▸ **WHAT IS BEING ASKED**: The answer is to contain only the line containing "index dip: (196, 200)" and the lines after it through the last one, each reproduced exactly as it appears below.

(Excerpts from a dataset)
====
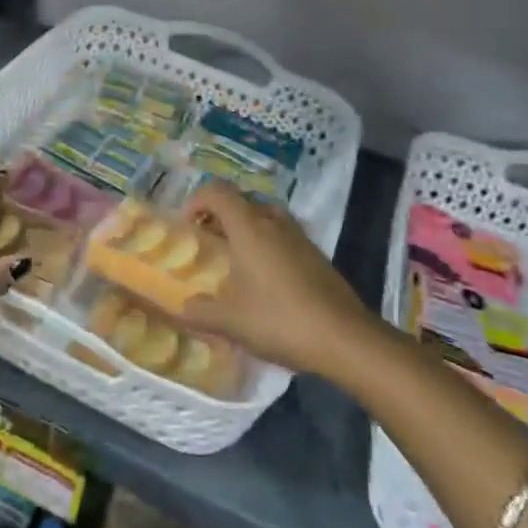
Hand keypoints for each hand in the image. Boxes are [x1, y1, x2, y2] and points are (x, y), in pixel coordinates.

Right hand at [181, 182, 378, 379]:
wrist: (344, 337)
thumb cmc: (280, 320)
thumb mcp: (230, 322)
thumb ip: (199, 312)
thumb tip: (182, 307)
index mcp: (248, 226)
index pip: (216, 190)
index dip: (196, 200)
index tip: (187, 226)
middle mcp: (273, 221)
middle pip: (240, 200)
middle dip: (219, 215)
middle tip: (207, 243)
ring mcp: (298, 235)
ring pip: (263, 215)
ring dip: (244, 227)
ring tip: (235, 258)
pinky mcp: (315, 252)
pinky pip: (282, 233)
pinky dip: (266, 242)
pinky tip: (265, 277)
====
▸ **WRITTEN ANSWER**:
index dip: (196, 200)
index tip: (187, 226)
middle mcp: (273, 221)
middle pip: (240, 200)
middle dip: (219, 215)
middle tip: (207, 243)
ring mcp: (298, 235)
ring pip: (263, 215)
ring dip: (244, 227)
ring tip: (235, 258)
pinky mcp: (315, 252)
pinky pip: (282, 233)
pinky dip: (266, 242)
pinky tip: (265, 277)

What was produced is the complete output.